━━━ Supplied material ━━━

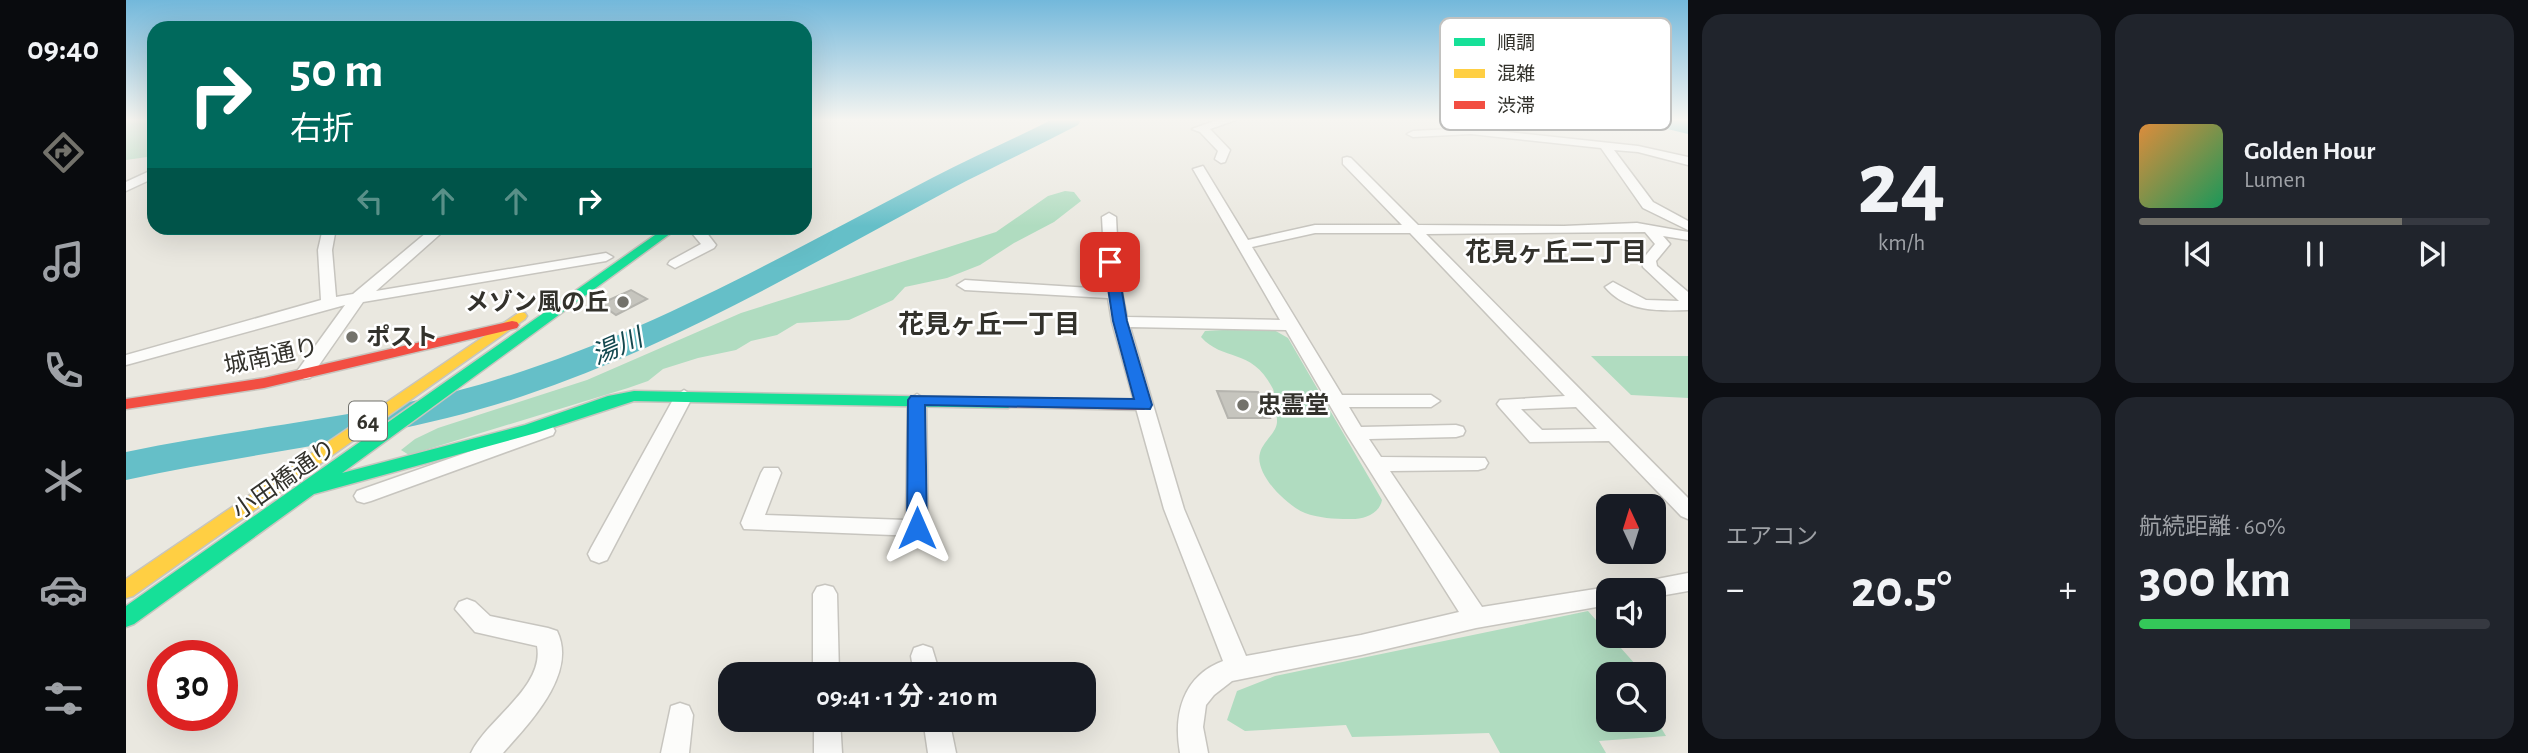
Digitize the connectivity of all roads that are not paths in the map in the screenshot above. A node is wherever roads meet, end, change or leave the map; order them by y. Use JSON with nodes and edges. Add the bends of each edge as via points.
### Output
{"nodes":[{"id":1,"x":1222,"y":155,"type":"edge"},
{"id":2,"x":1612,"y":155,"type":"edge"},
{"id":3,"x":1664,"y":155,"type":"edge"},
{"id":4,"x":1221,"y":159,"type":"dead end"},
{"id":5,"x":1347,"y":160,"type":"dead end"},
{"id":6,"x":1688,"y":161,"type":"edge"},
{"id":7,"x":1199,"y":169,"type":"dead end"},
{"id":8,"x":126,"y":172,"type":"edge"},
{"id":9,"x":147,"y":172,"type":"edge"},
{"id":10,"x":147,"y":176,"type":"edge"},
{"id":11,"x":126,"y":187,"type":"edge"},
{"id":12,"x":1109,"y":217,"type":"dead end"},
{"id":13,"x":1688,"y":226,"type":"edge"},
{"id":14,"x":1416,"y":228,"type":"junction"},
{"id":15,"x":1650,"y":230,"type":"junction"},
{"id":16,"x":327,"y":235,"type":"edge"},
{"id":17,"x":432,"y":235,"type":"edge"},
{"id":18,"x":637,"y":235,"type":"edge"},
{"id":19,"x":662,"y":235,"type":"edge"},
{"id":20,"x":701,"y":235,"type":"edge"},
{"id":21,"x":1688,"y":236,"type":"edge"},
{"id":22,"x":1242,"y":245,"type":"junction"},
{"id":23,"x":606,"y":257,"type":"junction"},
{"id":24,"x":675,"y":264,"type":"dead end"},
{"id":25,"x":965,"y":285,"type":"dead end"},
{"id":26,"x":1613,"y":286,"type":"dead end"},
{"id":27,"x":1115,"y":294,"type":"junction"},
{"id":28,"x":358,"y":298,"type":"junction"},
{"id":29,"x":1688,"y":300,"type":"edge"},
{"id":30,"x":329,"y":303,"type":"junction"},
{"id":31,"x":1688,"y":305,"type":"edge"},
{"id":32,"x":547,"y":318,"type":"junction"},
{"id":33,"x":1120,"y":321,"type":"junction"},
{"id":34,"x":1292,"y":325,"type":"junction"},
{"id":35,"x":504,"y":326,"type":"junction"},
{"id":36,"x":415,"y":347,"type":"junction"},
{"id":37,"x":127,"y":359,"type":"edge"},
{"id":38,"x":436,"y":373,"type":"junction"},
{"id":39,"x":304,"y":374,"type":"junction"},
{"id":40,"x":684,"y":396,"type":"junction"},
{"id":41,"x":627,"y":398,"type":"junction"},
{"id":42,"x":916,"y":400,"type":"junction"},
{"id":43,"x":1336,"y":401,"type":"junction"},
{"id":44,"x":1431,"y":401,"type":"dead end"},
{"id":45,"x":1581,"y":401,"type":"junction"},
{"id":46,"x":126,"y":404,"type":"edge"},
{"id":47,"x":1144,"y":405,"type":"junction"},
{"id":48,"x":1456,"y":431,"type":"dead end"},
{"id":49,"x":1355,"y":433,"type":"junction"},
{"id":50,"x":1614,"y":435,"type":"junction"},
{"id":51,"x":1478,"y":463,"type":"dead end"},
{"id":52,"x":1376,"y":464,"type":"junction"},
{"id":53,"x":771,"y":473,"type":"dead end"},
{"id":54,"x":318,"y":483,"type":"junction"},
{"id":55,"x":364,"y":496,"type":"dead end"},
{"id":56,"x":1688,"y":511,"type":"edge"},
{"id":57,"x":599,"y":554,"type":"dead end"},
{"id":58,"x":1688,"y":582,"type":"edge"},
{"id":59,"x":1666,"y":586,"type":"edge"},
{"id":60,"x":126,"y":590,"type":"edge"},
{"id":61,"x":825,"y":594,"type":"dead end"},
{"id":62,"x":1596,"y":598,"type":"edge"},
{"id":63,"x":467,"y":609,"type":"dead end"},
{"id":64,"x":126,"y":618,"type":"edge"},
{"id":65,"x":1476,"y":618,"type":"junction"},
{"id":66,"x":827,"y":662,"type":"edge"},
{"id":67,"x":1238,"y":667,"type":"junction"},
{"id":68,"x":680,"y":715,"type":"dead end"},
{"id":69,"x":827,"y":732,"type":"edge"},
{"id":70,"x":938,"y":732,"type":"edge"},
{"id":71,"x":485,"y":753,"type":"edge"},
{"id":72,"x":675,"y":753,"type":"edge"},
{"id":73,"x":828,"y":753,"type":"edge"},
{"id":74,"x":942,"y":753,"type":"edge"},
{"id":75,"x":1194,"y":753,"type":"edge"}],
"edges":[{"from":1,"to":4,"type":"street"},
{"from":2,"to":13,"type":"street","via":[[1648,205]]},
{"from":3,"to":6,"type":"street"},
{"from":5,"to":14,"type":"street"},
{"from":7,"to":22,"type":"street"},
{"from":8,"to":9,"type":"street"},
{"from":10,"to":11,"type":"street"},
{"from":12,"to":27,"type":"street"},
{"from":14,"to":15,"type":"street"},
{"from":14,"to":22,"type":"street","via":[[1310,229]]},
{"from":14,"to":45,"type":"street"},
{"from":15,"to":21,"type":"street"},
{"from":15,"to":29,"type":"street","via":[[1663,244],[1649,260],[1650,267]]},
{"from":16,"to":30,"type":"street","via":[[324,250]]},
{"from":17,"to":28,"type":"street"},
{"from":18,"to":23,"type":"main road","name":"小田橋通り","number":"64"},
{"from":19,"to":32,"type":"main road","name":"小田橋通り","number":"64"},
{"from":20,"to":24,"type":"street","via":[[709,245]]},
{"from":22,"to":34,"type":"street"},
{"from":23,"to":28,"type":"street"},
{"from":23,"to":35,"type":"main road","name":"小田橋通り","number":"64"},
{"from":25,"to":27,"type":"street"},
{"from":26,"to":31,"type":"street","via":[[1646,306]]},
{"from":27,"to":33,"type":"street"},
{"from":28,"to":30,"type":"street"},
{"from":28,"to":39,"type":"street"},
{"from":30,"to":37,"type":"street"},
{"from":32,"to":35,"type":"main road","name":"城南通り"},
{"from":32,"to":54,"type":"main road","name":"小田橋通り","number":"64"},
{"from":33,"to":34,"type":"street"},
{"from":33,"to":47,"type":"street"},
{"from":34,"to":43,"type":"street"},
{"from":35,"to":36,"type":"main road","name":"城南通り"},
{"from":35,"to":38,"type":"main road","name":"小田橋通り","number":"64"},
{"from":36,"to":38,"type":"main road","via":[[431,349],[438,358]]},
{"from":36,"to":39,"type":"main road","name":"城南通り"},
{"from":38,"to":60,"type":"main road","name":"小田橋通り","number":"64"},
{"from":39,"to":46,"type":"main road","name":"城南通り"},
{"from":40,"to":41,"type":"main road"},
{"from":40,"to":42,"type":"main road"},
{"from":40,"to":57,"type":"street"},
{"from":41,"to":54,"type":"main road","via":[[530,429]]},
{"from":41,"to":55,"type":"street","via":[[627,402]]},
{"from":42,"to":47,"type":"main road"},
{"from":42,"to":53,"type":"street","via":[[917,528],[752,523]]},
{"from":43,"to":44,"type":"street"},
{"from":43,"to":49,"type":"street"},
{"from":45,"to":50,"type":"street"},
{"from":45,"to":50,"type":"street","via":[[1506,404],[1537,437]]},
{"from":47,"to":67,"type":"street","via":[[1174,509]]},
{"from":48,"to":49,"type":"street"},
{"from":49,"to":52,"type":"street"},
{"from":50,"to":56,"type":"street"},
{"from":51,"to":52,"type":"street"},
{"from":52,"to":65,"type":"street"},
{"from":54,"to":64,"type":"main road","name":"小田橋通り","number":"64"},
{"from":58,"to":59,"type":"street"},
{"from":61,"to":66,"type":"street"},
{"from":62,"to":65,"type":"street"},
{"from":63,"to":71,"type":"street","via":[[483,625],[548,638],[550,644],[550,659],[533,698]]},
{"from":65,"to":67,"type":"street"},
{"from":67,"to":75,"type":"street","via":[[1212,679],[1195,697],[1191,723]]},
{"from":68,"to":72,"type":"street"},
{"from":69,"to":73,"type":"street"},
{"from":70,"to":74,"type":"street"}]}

━━━

Try it
In the records above, which lines hold the string "nodes"? Copy each one.

Output below
Digitize the connectivity of all roads that are not paths in the map in the screenshot above. A node is wherever roads meet, end, change or leave the map; order them by y. Use JSON with nodes and edges. Add the bends of each edge as via points.
{"nodes":[{"id":1,"x":1222,"y":155,"type":"edge"},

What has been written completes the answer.